This is the first scientific research on GST, which is no longer limited to the general records in traditional Chinese medicine texts. The importance of these findings lies in the discovery of innovative anti-gastric cancer plant extracts and the hypothesis explaining how GST affects the development of gastric cancer.

2. Materials and Methods
2.1 Experimental Samples

Four samples that met the standards for GST were collected in Peking (a is from the Chinese Tea Company Guangxi Branch ‘Chinese Tea Brand’, China), Guangxi (b is from the Guangxi Wuzhou Qianyuan Green Leaf Tea Company ‘Farmer’s Brand’, China), Yunnan (d is from the Yunnan Menghai Chunfurun Tea Company ‘Chunfurun Brand’, China), and Guangdong (e is from the Chinese Tea Company Yunnan Branch ‘Chinese Tea Brand’, China). They were all kept in dark, relatively sealed, ventilated and odor-free places under controlled temperature (<30 °C) and humidity (<50%) for more than twenty years. Every three months, specialists regularly checked the moisture, contamination and other sensory qualities of the tea samples, the fever phenomenon in the tea stacks and the temperature, humidity and ventilation in the warehouses. Two samples generated from the branches and leaves of C. sinensis plants, which were the same species as the plant used to produce the GST samples, were picked and produced in the same year; these samples were considered the raw material for GST but had not been stored and were selected as controls (NC, c is from the Chinese Tea Company Guangxi Branch ‘Chinese Tea Brand’, China, and f is from the Chinese Tea Company Yunnan Branch ‘Chinese Tea Brand’, China). The Guangdong Institute of Microbiology, China, detected physicochemical properties, such as aflatoxin and heavy metal levels, and performed microbial tests, such as testing for Staphylococcus aureus. The Guangdong Provincial Center for Disease Control and Prevention, China, performed acute toxicity tests. All test results were in line with Chinese food hygiene standards. The China National Analytical Center, Guangzhou (Guangdong Institute of Analysis), and the School of Traditional Chinese Medicine at Southern Medical University undertook the formal identification of these samples. Voucher specimens were deposited in the Department of Biochemistry and Molecular Biology, School of Basic Medical Sciences, Southern Medical University (No. GST001). Experimental studies performed with these samples, including their collection, complied with the IUCN Policy Statement on Research Involving Species at Risk of Extinction and the Convention on the Trade in Endangered Species of Wild Fauna and Flora.
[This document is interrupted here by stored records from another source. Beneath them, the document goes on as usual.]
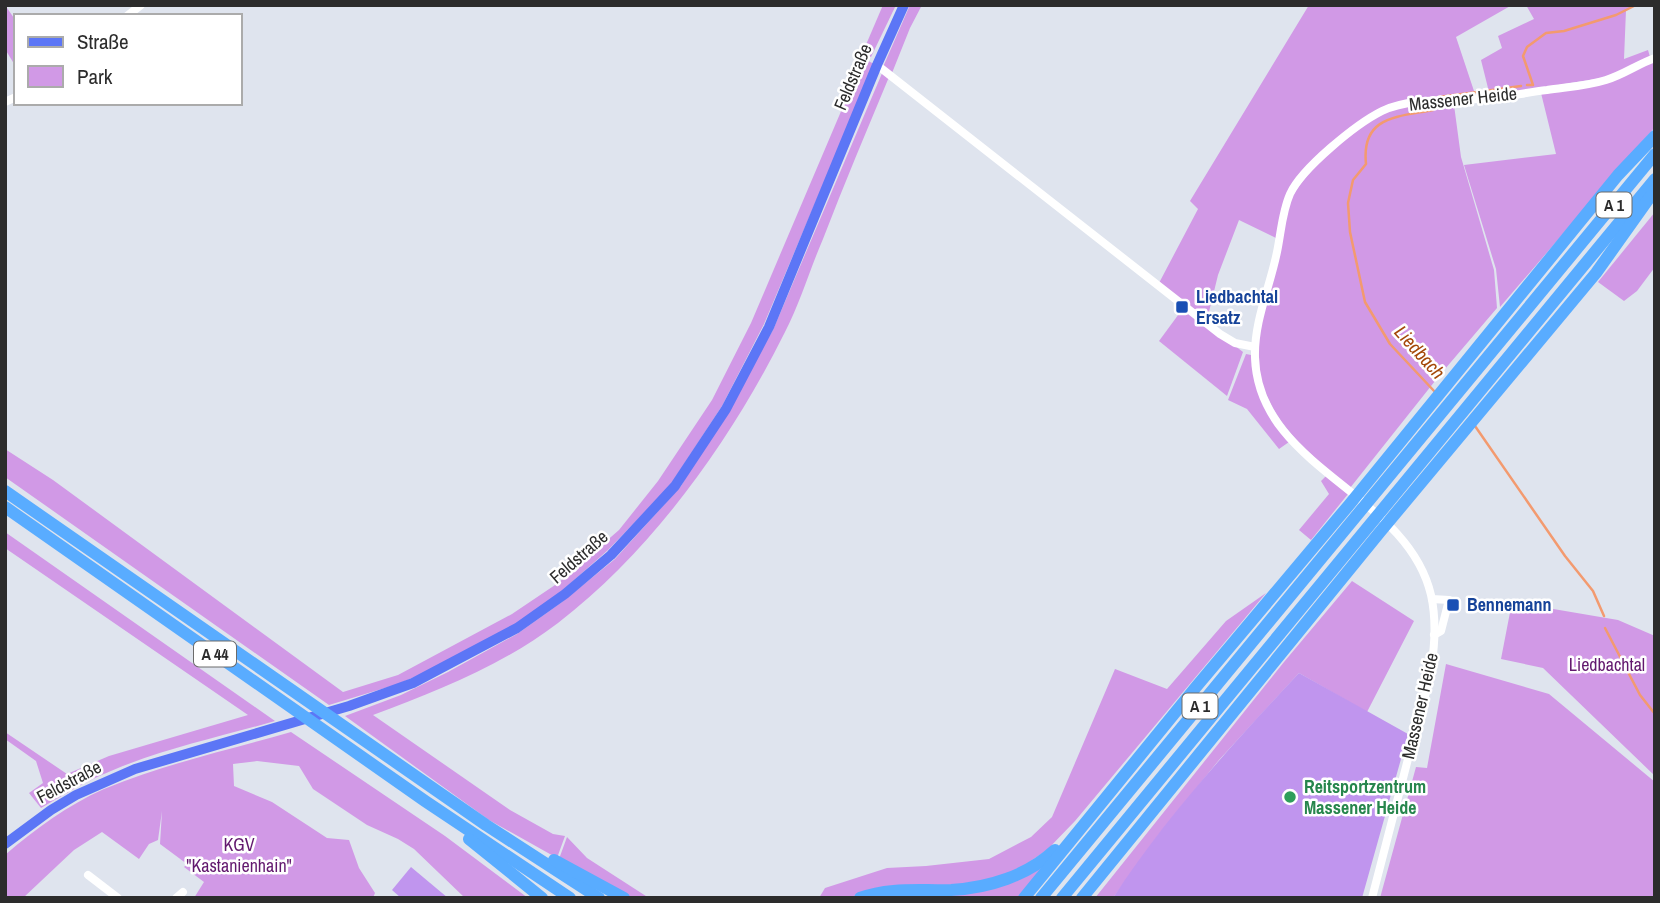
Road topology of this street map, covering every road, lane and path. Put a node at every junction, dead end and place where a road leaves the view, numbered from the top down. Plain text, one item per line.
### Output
1 (904, 5) edge
2 (1655, 58) edge
3 (877, 65) junction
4 (1655, 136) edge
5 (1655, 154) edge
6 (1655, 179) edge
7 (1655, 190) edge
8 (1579, 259) junction
9 (1255, 347) junction
10 (5, 491) edge
11 (5, 507) edge
12 (1354, 509) junction
13 (1432, 599) junction
14 (1434, 635) junction
15 (425, 801) junction
16 (486, 825) junction
17 (1079, 829) junction
18 (5, 844) edge
19 (1115, 857) junction
20 (88, 875) dead end
21 (118, 898) edge
22 (544, 898) edge
23 (570, 898) edge
24 (599, 898) edge
25 (624, 898) edge
26 (860, 898) edge
27 (1024, 898) edge
28 (1041, 898) edge
29 (1062, 898) edge
30 (1082, 898) edge
31 (1089, 898) edge
32 (1372, 898) edge

1 - 3 main road, Feldstraße
2 - 9 street, Massener Heide
3 - 9 street
3 - 18 main road, Feldstraße
4 - 12 highway
5 - 8 highway, A 1
6 - 8 highway, A 1
7 - 19 highway
8 - 12 highway, A 1
8 - 29 highway, A 1
9 - 13 street, Massener Heide
10 - 16 highway, A 44
11 - 15 highway, A 44
12 - 17 highway
12 - 28 highway, A 1
13 - 14 street, Massener Heide
13 - 14 street, Massener Heide
14 - 32 street, Massener Heide
15 - 22 highway
15 - 23 highway, A 44
16 - 24 highway, A 44
16 - 25 highway
17 - 26 highway
17 - 27 highway
19 - 30 highway
19 - 31 highway
20 - 21 street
2.2 Gas Chromatography–Mass Spectrometry (GC/MS) Detection

After being crushed and passed through a 20-mesh sieve, 50 g of experimental sample was placed in a headspace-solid phase microextraction device at 80 °C for 20 min. The GC inlet mode was set in the split mode with a split ratio of 5:1. The inlet temperature was 250 °C. The carrier gas (He) was set in the constant flow mode with a flow velocity of 1.0 mL/min. The analytical column was a TG-5MS capillary quartz column (30 m × 250 μm × 0.25 μm, Thermo, Waltham, MA, USA). The heating program was a 3-min hold at an initial temperature of 60 °C, a 10-min hold at 150 °C after increasing the temperature by 5 °C/min, and then a 9-min hold at 250 °C after increasing the temperature by 5 °C/min; the protocol took a total of 60 min. MS detection was performed under electron impact (EI) ionization conditions by operating in the full-scan acquisition mode in the 30–550 amu range. The electron energy was 70  eV with the temperatures of the ion source and transfer line set to 230 °C and 250 °C, respectively. The sample was subjected to the above chromatographic conditions to obtain the total odor profile of the volatile molecules in the sample, and the relative content of each compound was obtained by area normalization. The Wiley275 and NIST14 databases were used to automatically and manually search the peaks of the integrals, and relevant literature was used to identify the chemical components.

2.3 High-Performance Liquid Chromatography (HPLC) Detection

After being crushed and passed through a 20-mesh sieve, 0.2 g of experimental sample was extracted at 70 °C with 5 mL of preheated 70% methanol solution for 20 min. The extraction process was repeated twice. Then, the extract solutions were combined, cooled to room temperature, and centrifuged at 3500 r/min for 10 min. The supernatant was decanted, diluted to volume with a 70% methanol solution in a 10-mL volumetric flask and then filtered through a 0.45-μm PTFE syringe filter into HPLC vials as the test solution.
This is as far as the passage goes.